Dataset items
----------

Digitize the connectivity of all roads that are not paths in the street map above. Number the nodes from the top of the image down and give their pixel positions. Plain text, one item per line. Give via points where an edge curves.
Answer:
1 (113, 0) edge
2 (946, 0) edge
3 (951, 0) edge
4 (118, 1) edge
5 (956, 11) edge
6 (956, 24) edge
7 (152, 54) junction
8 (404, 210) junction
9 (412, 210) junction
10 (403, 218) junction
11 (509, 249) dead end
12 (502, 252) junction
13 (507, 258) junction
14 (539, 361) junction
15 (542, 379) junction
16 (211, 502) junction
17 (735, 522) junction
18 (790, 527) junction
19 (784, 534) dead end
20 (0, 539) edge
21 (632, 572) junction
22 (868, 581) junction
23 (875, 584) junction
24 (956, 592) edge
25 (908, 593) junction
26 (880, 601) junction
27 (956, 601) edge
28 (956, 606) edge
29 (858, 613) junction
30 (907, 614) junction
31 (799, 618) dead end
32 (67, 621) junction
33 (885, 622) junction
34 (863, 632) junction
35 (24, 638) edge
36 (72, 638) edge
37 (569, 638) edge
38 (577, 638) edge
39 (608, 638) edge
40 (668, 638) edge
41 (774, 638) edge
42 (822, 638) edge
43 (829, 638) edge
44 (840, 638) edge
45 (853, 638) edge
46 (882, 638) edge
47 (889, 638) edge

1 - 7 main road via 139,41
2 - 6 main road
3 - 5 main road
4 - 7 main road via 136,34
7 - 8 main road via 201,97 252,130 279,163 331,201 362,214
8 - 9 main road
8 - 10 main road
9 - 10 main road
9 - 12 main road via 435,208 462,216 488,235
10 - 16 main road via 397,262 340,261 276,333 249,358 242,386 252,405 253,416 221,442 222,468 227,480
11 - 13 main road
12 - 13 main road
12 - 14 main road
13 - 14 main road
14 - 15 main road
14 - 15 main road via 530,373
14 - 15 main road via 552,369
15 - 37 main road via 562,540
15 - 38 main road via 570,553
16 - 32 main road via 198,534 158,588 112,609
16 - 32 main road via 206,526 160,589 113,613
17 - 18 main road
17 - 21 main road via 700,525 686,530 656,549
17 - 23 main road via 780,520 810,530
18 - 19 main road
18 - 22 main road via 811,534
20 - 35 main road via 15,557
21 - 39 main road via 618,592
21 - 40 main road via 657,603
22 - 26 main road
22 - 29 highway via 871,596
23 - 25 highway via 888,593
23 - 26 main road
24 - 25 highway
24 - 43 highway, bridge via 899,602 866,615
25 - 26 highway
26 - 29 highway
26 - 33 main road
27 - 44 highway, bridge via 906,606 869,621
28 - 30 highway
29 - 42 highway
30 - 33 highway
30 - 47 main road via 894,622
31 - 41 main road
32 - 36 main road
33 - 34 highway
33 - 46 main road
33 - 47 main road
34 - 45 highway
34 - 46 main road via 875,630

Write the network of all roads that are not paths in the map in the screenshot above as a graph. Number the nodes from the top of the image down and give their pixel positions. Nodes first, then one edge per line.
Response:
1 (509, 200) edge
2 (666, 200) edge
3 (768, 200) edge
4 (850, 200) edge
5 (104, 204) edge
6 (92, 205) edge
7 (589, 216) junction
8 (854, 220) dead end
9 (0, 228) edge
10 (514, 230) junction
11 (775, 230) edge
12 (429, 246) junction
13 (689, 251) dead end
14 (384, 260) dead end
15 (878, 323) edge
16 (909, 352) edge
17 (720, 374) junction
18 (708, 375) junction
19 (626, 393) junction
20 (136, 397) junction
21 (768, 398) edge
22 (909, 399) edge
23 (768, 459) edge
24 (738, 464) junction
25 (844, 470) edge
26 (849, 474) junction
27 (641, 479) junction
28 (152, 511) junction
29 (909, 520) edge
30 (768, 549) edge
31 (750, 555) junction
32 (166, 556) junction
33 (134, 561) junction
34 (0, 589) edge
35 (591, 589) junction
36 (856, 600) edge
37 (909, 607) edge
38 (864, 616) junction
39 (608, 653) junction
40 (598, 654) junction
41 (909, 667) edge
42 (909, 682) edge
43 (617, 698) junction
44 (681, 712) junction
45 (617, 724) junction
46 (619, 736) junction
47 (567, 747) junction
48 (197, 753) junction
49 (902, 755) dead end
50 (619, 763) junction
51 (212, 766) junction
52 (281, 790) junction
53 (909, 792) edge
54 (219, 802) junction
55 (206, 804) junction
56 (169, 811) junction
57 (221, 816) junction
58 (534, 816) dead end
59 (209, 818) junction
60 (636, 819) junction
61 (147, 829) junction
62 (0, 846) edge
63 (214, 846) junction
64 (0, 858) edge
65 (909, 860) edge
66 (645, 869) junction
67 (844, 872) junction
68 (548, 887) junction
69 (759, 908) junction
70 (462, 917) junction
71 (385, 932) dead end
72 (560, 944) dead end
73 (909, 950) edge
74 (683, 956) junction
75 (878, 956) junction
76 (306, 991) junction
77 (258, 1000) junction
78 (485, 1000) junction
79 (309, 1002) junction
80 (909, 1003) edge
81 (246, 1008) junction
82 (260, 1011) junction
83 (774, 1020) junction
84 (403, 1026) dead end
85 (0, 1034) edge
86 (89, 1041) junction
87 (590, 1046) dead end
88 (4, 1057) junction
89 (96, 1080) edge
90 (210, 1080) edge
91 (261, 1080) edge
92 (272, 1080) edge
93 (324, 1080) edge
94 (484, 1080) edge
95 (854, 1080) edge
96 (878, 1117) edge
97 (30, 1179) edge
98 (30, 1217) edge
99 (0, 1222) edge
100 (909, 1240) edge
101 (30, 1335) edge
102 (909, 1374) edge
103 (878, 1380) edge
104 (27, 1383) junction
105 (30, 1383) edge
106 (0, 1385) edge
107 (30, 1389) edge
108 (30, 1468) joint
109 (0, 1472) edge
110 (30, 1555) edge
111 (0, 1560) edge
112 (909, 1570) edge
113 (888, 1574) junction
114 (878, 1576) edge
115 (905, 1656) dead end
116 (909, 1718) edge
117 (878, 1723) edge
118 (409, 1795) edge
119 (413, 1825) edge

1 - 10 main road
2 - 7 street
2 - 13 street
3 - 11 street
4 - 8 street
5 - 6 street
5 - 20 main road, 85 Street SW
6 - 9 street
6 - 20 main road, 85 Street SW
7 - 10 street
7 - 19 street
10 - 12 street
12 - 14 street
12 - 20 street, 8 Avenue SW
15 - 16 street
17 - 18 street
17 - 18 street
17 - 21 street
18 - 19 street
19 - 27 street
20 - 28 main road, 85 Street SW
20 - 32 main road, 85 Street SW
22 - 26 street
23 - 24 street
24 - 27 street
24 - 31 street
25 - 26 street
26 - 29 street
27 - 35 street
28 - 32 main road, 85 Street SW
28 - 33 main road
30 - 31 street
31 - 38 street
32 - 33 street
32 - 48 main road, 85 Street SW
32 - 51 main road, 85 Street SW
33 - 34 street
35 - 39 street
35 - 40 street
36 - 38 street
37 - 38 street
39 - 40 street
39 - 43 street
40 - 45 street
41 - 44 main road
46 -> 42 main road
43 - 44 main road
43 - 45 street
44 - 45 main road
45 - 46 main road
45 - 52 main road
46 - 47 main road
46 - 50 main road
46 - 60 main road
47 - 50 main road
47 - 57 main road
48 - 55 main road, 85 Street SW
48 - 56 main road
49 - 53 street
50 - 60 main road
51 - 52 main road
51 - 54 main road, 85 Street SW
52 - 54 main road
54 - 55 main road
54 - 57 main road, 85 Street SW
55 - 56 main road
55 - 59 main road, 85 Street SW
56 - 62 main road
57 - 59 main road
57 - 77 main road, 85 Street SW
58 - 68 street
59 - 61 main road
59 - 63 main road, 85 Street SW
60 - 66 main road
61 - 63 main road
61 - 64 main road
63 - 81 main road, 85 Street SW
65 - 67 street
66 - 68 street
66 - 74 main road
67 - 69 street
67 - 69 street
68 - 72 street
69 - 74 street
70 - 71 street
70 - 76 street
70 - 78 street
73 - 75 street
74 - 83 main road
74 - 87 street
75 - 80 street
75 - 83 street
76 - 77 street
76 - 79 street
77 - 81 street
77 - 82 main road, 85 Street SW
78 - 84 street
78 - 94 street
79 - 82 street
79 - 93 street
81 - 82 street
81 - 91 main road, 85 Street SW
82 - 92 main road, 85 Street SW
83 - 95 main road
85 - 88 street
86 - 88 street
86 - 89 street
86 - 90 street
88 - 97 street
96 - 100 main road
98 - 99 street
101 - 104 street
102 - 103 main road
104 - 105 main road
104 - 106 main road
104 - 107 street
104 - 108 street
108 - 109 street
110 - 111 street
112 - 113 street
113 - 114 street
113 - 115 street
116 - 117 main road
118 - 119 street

----------

- Exercise objective -
Answer with a single number, the count of lines in the data that contain "down".

- Answer area -
2